Task requirements
Transcribe the entries below without changing a word, and omit every picture.

Working data
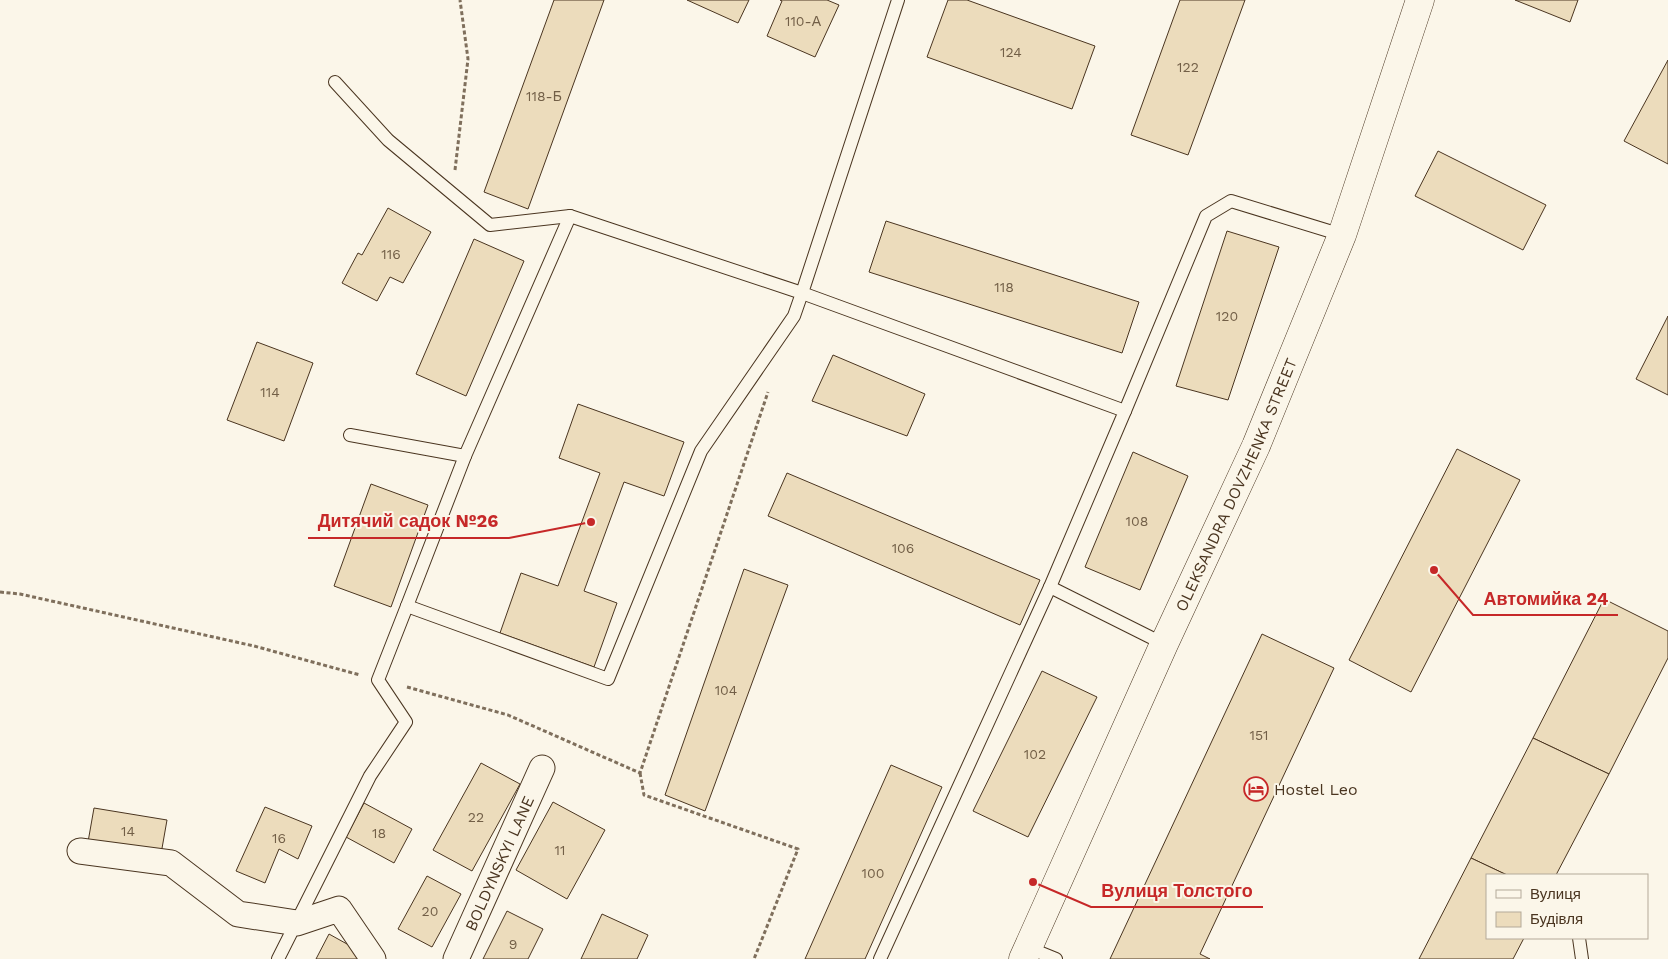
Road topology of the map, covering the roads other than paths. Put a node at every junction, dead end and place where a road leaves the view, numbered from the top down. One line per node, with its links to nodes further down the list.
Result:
1 (898, 0): 6 (lane)
2 (1420, 0): 5 (main road, OLEKSANDRA DOVZHENKA STREET)
3 (335, 82): 4 (lane)
4 (570, 216): 6 (lane); 9 (lane)
5 (1342, 235): 7 (lane); 12 (main road, OLEKSANDRA DOVZHENKA STREET)
6 (802, 293): 7 (lane); 11 (lane)
7 (1125, 411): 10 (lane)
8 (350, 435): 9 (lane)
9 (465, 456): 11 (lane)
10 (1050, 587): 12 (lane); 21 (lane)
11 (407, 606): 15 (lane)
12 (1164, 644): 17 (main road, OLEKSANDRA DOVZHENKA STREET)
13 (542, 768): 20 (street, BOLDYNSKYI LANE)
14 (80, 851): 15 (street)
15 (297, 923): 18 (lane); 19 (street)
16 (1579, 939): 23 (lane)
17 (1026, 953): 22 (lane)
18 (278, 959)
19 (373, 959)
20 (456, 959)
21 (880, 959)
22 (1056, 959)
23 (1582, 959)

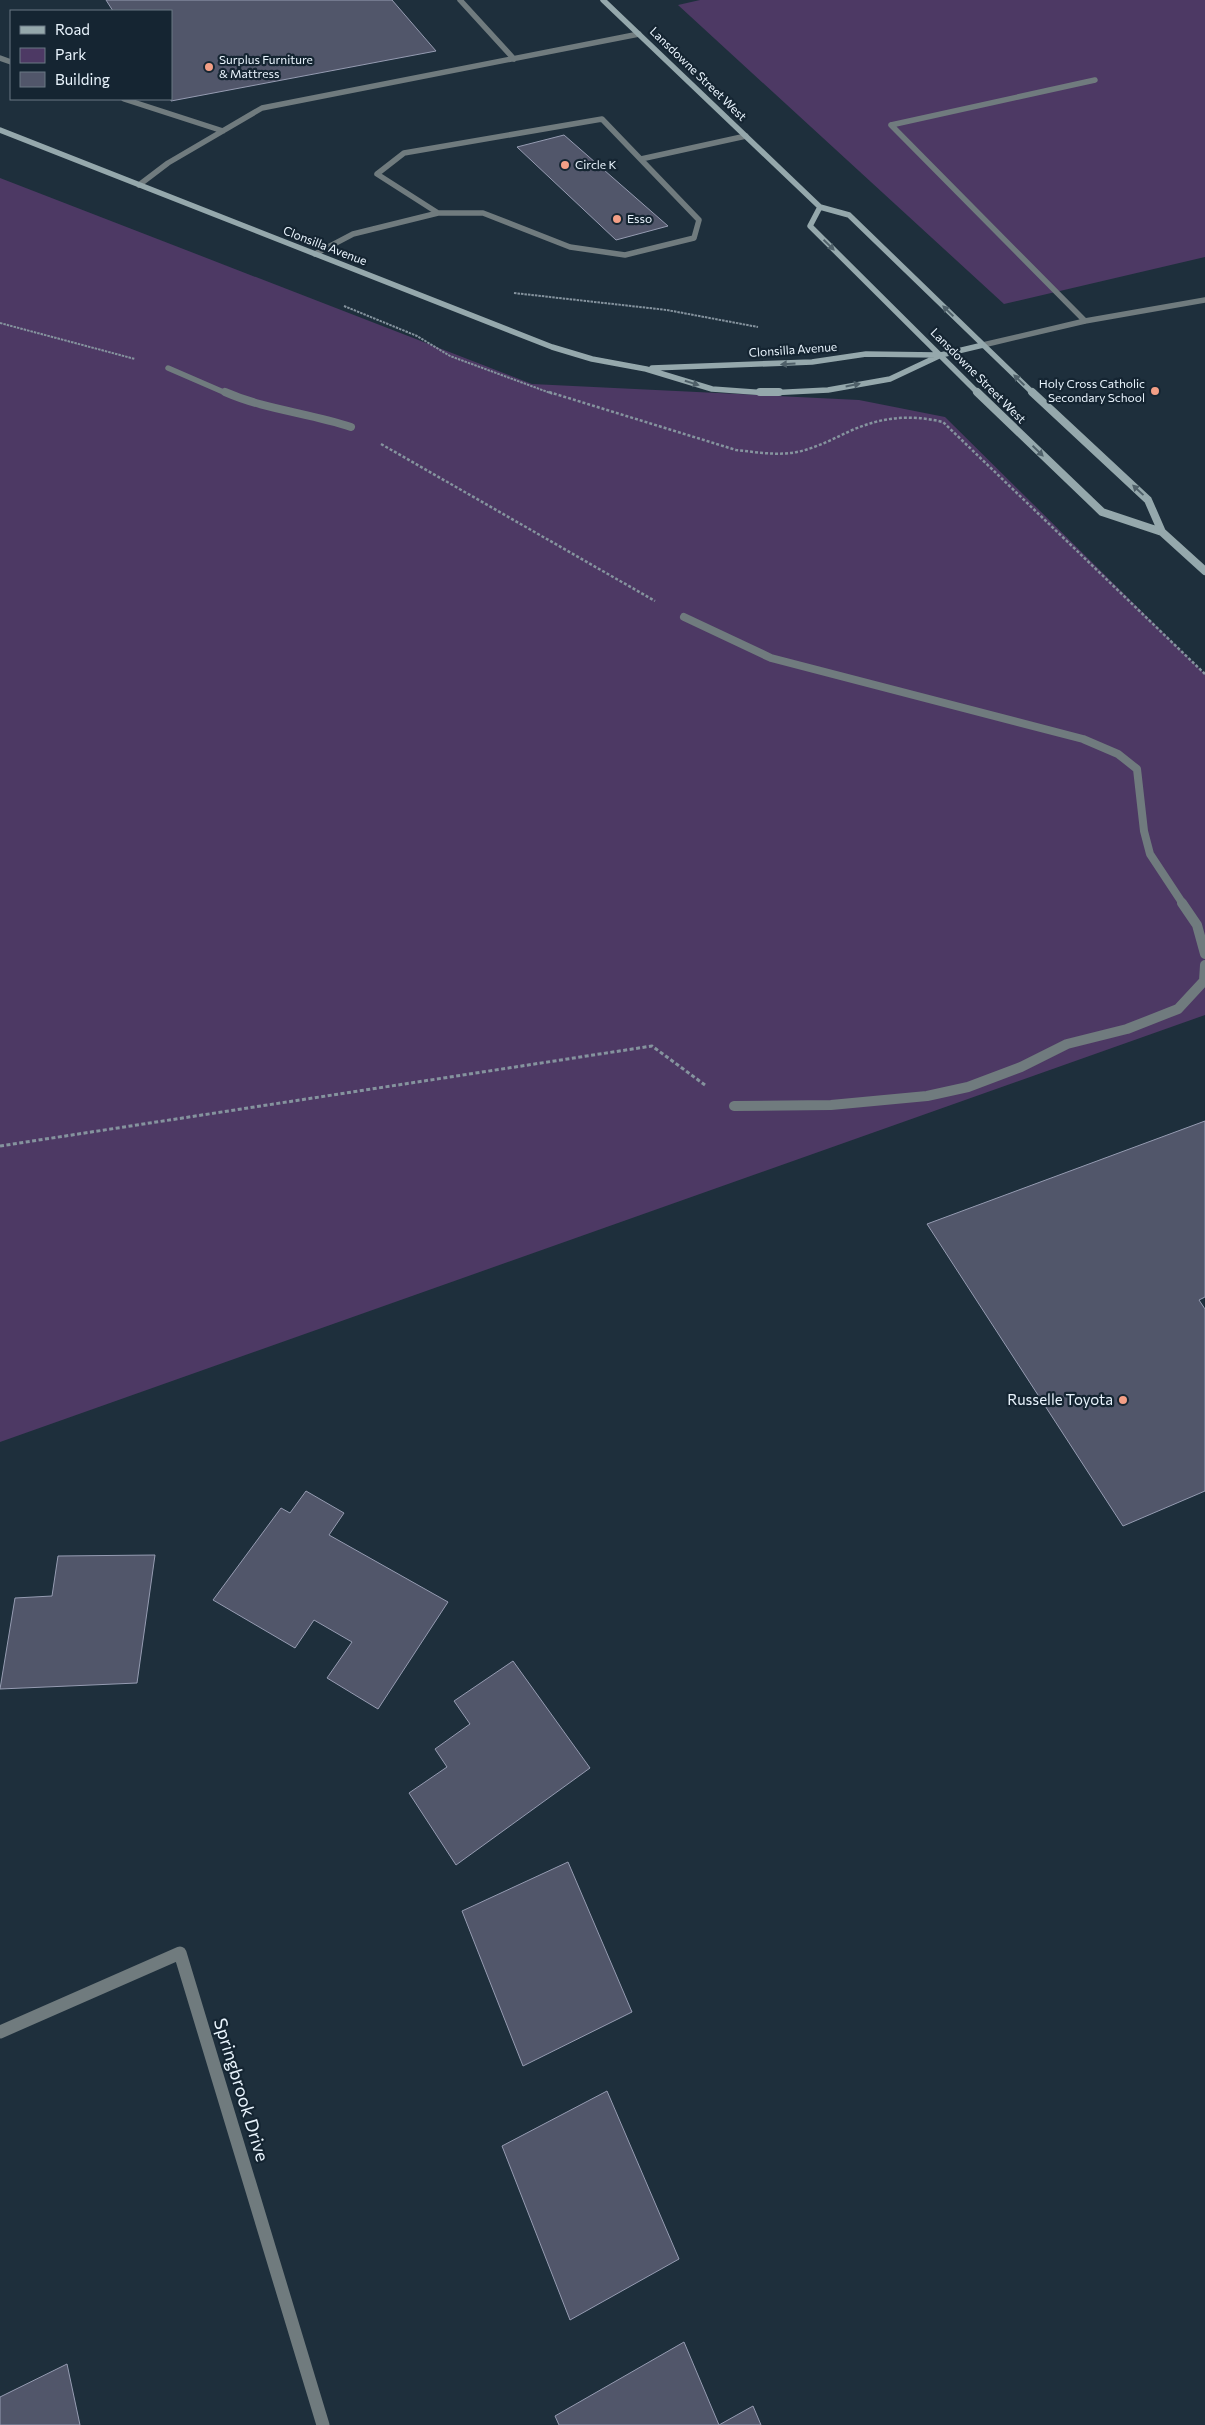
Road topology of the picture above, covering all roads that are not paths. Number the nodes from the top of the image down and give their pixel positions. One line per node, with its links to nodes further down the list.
1 (460, 0): 4 (street)
2 (603, 0): 3 (main road, Lansdowne Street West)
3 (639, 34): 4 (street); 9 (main road, Lansdowne Street West)
4 (514, 59): 8 (street)
5 (1095, 80): 16 (street)
6 (127, 100): 8 (street)
7 (0, 130): 11 (main road, Clonsilla Avenue)
8 (223, 131): 11 (street)
9 (746, 136): 10 (street); 12 (main road, Lansdowne Street West)
10 (641, 159): 13 (street); 13 (street)
11 (139, 185): 14 (main road, Clonsilla Avenue)
12 (820, 207): 17 (main road, Lansdowne Street West, one-way to 12); 18 (main road, Lansdowne Street West, one-way to 18)
13 (438, 213): 14 (street)
14 (315, 254): 20 (main road, Clonsilla Avenue)
15 (1205, 300): 16 (street)
16 (1085, 321): 17 (street)
17 (983, 345): 18 (main road, Clonsilla Avenue); 22 (main road, Lansdowne Street West, one-way to 17)
18 (941, 355): 20 (main road, Clonsilla Avenue, one-way to 20); 20 (main road, Clonsilla Avenue, one-way to 18); 22 (main road, Lansdowne Street West, one-way to 22)
19 (168, 368): 21 (street)
20 (646, 369)
21 (351, 427)
22 (1162, 532): 23 (main road, Lansdowne Street West)
23 (1205, 571)
24 (684, 617): 25 (street)
25 (1205, 954)
26 (1205, 965): 27 (street)
27 (734, 1106)
28 (0, 2032): 29 (street, Springbrook Drive)
29 (323, 2425)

Task answer
Road topology of the map, covering the roads other than paths. Put a node at every junction, dead end and place where a road leaves the view, numbered from the top down. One line per node, with its links to nodes further down the list.
Result:
1 (898, 0): 6 (lane)
2 (1420, 0): 5 (main road, OLEKSANDRA DOVZHENKA STREET)
3 (335, 82): 4 (lane)
4 (570, 216): 6 (lane); 9 (lane)
5 (1342, 235): 7 (lane); 12 (main road, OLEKSANDRA DOVZHENKA STREET)
6 (802, 293): 7 (lane); 11 (lane)
7 (1125, 411): 10 (lane)
8 (350, 435): 9 (lane)
9 (465, 456): 11 (lane)
10 (1050, 587): 12 (lane); 21 (lane)
11 (407, 606): 15 (lane)
12 (1164, 644): 17 (main road, OLEKSANDRA DOVZHENKA STREET)
13 (542, 768): 20 (street, BOLDYNSKYI LANE)
14 (80, 851): 15 (street)
15 (297, 923): 18 (lane); 19 (street)
16 (1579, 939): 23 (lane)
17 (1026, 953): 22 (lane)
18 (278, 959)
19 (373, 959)
20 (456, 959)
21 (880, 959)
22 (1056, 959)
23 (1582, 959)

Road topology of the picture above, covering all roads that are not paths. Number the nodes from the top of the image down and give their pixel positions. One line per node, with its links to nodes further down the list.
1 (460, 0): 4 (street)
2 (603, 0): 3 (main road, Lansdowne Street West)
3 (639, 34): 4 (street); 9 (main road, Lansdowne Street West)
4 (514, 59): 8 (street)
5 (1095, 80): 16 (street)
6 (127, 100): 8 (street)
7 (0, 130): 11 (main road, Clonsilla Avenue)
8 (223, 131): 11 (street)
9 (746, 136): 10 (street); 12 (main road, Lansdowne Street West)
10 (641, 159): 13 (street); 13 (street)
11 (139, 185): 14 (main road, Clonsilla Avenue)
12 (820, 207): 17 (main road, Lansdowne Street West, one-way to 12); 18 (main road, Lansdowne Street West, one-way to 18)
13 (438, 213): 14 (street)
14 (315, 254): 20 (main road, Clonsilla Avenue)
15 (1205, 300): 16 (street)
16 (1085, 321): 17 (street)
17 (983, 345): 18 (main road, Clonsilla Avenue); 22 (main road, Lansdowne Street West, one-way to 17)
18 (941, 355): 20 (main road, Clonsilla Avenue, one-way to 20); 20 (main road, Clonsilla Avenue, one-way to 18); 22 (main road, Lansdowne Street West, one-way to 22)
19 (168, 368): 21 (street)
20 (646, 369)
21 (351, 427)
22 (1162, 532): 23 (main road, Lansdowne Street West)
23 (1205, 571)
24 (684, 617): 25 (street)
25 (1205, 954)
26 (1205, 965): 27 (street)
27 (734, 1106)
28 (0, 2032): 29 (street, Springbrook Drive)
29 (323, 2425)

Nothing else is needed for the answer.